+++ Supplied data +++

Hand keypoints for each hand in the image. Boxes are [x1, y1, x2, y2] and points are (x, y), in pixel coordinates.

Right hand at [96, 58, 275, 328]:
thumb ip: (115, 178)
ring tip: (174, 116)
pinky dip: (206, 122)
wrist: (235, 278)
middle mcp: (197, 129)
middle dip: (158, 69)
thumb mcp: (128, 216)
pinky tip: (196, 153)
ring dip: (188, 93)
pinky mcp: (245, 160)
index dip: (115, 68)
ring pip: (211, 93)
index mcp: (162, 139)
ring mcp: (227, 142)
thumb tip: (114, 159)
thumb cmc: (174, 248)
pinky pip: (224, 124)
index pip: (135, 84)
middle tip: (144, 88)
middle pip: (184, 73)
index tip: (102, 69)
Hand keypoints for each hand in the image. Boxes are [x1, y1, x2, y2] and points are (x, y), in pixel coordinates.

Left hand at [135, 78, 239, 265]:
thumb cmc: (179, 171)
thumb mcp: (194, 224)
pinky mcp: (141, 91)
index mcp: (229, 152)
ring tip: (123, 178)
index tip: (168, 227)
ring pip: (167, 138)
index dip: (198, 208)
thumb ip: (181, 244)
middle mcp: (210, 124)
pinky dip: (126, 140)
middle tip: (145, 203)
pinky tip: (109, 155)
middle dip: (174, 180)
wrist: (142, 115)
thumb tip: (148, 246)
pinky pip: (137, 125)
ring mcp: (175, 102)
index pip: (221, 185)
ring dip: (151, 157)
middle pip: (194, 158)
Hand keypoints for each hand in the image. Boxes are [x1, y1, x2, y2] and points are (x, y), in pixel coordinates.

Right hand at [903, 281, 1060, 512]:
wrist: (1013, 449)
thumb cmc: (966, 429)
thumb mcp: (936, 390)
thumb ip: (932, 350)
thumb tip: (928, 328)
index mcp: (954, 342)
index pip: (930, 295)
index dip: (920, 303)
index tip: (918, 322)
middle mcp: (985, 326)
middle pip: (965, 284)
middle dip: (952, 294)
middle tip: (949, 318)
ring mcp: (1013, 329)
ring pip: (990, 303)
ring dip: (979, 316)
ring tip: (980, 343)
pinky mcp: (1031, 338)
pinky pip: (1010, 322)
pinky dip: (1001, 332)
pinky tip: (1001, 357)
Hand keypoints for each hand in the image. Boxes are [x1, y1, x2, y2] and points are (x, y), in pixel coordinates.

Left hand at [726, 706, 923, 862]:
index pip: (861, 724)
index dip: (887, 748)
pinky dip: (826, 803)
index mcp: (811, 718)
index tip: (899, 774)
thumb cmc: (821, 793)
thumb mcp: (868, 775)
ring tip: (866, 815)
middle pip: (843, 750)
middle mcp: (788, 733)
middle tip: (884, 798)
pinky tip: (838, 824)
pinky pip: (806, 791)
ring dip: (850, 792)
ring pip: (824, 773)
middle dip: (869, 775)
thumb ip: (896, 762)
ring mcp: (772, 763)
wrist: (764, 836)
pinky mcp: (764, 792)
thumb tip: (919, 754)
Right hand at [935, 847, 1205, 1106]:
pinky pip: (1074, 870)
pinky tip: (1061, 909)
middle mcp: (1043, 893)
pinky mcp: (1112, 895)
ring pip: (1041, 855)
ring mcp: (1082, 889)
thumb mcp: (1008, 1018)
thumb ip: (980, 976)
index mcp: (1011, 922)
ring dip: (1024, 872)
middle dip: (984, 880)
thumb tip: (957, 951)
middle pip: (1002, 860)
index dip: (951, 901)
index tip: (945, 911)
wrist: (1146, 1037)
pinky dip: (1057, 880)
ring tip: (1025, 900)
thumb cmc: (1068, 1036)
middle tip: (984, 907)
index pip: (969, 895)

+++

§ **What the task asks**: All of the data above is to be transcribed without alteration.

§ **Completed task**:
Hand keypoints for each hand in the image. Boxes are [x1, y1, x2, y2] and points are (x, y), in pixel coordinates.

Right hand at [96, 58, 275, 328]:
thumb ip: (115, 178)
ring tip: (174, 116)
pinky dip: (206, 122)
wrist: (235, 278)
middle mcp: (197, 129)
middle dip: (158, 69)
thumb mcp: (128, 216)
pinky tip: (196, 153)
ring dip: (188, 93)
pinky mcp: (245, 160)
index dip: (115, 68)
ring pip: (211, 93)
index mcp: (162, 139)
ring mcp: (227, 142)
thumb tip: (114, 159)
thumb cmc: (174, 248)
pinky pip: (224, 124)
index pip: (135, 84)
middle tip: (144, 88)
middle pip: (184, 73)
index tip: (102, 69)
Hand keypoints for each hand in the image. Boxes are [x1, y1, x2, y2] and points are (x, y), in pixel coordinates.

Left hand at [135, 78, 239, 265]:
thumb cmc: (179, 171)
thumb mcp: (194, 224)
pinky mcp: (141, 91)
index mcp: (229, 152)
ring tip: (123, 178)
index tip: (168, 227)
ring pip: (167, 138)
index dip: (198, 208)
thumb ip: (181, 244)
middle mcp: (210, 124)
pinky dip: (126, 140)
middle tip: (145, 203)
pinky tip: (109, 155)
middle dip: (174, 180)
wrist: (142, 115)
thumb tip: (148, 246)
pinky pip: (137, 125)
ring mcp: (175, 102)
index pip: (221, 185)
ring dip: (151, 157)
middle pip: (194, 158)
Hand keypoints for each hand in the image. Boxes are [x1, y1, x2, y2] and points are (x, y), in pixel coordinates.

Right hand at [903, 281, 1060, 512]:
wrist: (1013, 449)
thumb cmc: (966, 429)
thumb mcp: (936, 390)
thumb ip: (932, 350)
thumb tip: (928, 328)
index mcp: (954, 342)
index pip: (930, 295)
index dip: (920, 303)
index tip: (918, 322)
middle mcp: (985, 326)
middle pip: (965, 284)
middle dip: (952, 294)
middle tip: (949, 318)
ring mcp: (1013, 329)
ring pip: (990, 303)
ring dip: (979, 316)
ring tip: (980, 343)
pinky mcp: (1031, 338)
pinky pip: (1010, 322)
pinky dip: (1001, 332)
pinky tip: (1001, 357)
Hand keypoints for each hand in the image. Boxes are [x1, y1, x2, y2] and points are (x, y), in pixel coordinates.

Left hand at [726, 706, 923, 862]:
index pip: (861, 724)
index dip: (887, 748)
pinky dip: (826, 803)
index mcp: (811, 718)
index tip: (899, 774)
thumb cmc: (821, 793)
thumb mcp: (868, 775)
ring tip: (866, 815)
middle pip: (843, 750)
middle mcp: (788, 733)
middle tip: (884, 798)
pinky tip: (838, 824)
pinky pip: (806, 791)
ring dip: (850, 792)
ring pip: (824, 773)
middle dip: (869, 775)
thumb ip: (896, 762)
ring mcp: (772, 763)
wrist: (764, 836)
pinky mcp: (764, 792)
thumb tip: (919, 754)
Right hand at [935, 847, 1205, 1106]:
pinky pip: (1074, 870)
pinky tip: (1061, 909)
middle mcp: (1043, 893)
pinky mcp: (1112, 895)
ring pip: (1041, 855)
ring mcp: (1082, 889)
thumb mcp: (1008, 1018)
thumb ip: (980, 976)
index mcp: (1011, 922)
ring dip: (1024, 872)
middle dip: (984, 880)
thumb tip: (957, 951)
middle pip: (1002, 860)
index dip: (951, 901)
index tip: (945, 911)
wrist: (1146, 1037)
pinky dip: (1057, 880)
ring tip: (1025, 900)
thumb cmc: (1068, 1036)
middle tip: (984, 907)
index pip: (969, 895)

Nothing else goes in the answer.